- _HOW TO COMPLETE THIS TASK_:
Each line below that contains "Purita" counts once; report the total and nothing more.

- _INPUT_:
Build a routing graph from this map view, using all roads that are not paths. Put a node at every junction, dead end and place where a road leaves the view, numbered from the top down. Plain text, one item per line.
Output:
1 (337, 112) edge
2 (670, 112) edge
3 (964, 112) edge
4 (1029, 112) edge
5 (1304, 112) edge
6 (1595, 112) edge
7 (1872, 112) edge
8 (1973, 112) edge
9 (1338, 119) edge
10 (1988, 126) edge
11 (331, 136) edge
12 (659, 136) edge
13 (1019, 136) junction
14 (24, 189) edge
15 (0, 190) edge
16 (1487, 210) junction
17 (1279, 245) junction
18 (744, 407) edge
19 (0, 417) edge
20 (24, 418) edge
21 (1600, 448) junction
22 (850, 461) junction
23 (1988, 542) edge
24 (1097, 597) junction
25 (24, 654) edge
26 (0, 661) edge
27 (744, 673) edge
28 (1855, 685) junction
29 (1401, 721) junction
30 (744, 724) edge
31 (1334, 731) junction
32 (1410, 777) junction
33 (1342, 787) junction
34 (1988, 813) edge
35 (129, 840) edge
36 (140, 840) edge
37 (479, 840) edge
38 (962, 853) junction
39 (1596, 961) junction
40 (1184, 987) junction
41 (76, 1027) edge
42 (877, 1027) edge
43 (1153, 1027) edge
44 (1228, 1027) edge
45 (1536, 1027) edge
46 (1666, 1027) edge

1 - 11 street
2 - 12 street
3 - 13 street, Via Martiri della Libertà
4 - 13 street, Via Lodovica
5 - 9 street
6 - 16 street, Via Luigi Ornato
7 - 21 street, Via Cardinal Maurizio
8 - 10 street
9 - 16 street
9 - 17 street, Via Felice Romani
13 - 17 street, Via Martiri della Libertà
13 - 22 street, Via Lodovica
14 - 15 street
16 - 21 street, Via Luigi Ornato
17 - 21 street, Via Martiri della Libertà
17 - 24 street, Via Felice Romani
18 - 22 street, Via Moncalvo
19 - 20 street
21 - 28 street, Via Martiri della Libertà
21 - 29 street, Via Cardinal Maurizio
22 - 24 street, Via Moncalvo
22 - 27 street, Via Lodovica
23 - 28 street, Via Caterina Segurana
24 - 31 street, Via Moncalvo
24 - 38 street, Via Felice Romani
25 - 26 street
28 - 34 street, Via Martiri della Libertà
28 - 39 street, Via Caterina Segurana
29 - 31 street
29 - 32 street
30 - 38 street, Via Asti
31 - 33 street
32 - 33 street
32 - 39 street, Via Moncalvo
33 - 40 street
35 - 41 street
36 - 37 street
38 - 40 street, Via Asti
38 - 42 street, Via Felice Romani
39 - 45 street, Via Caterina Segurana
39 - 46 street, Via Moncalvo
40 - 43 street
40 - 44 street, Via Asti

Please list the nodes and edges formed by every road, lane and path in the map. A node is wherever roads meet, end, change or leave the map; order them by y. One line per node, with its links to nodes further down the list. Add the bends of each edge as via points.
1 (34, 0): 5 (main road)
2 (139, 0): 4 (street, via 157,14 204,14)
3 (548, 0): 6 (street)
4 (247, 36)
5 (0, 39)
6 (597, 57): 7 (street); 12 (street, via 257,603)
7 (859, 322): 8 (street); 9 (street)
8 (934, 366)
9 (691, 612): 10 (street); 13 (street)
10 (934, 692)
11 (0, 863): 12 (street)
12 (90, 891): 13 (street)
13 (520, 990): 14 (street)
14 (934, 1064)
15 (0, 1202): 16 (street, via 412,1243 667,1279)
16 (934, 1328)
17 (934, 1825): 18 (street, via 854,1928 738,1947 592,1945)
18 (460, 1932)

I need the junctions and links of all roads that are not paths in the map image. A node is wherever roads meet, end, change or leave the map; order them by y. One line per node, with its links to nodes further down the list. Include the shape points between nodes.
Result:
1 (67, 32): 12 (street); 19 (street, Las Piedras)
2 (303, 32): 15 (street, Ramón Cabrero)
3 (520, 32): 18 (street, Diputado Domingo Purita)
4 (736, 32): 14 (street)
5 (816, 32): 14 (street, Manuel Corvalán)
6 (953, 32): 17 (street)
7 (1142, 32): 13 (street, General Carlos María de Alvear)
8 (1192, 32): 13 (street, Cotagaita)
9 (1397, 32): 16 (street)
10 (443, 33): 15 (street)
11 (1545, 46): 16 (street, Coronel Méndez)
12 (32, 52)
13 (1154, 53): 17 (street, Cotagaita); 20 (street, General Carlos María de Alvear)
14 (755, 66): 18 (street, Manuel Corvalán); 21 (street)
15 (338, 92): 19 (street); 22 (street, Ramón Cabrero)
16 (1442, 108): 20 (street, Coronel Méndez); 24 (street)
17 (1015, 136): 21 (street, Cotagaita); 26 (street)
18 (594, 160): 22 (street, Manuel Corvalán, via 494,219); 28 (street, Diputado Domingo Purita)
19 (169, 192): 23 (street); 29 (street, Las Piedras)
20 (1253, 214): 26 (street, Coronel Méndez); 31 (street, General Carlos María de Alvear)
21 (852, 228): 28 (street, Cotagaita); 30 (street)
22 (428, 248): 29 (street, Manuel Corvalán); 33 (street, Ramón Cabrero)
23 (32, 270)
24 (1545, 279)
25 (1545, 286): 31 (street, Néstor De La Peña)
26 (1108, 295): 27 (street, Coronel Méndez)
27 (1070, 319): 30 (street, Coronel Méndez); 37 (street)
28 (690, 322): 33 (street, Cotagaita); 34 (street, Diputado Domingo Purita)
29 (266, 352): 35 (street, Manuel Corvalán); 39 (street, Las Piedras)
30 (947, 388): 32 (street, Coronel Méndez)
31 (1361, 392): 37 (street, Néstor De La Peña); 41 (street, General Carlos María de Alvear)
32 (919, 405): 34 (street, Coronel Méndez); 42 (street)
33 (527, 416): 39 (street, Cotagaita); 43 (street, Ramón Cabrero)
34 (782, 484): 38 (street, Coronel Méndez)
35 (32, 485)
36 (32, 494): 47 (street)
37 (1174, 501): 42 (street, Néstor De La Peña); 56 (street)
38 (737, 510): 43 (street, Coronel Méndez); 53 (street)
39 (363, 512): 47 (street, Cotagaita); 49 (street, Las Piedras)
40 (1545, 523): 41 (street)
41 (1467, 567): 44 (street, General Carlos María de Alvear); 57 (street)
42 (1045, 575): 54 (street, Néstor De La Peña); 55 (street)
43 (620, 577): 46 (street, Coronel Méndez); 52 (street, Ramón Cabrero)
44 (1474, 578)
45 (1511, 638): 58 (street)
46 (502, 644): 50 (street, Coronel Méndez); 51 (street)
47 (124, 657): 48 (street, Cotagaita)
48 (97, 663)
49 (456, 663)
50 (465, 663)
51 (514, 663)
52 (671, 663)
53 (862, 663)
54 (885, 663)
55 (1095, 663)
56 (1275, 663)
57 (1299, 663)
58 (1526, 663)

- _PROBLEM SOLUTION_:
3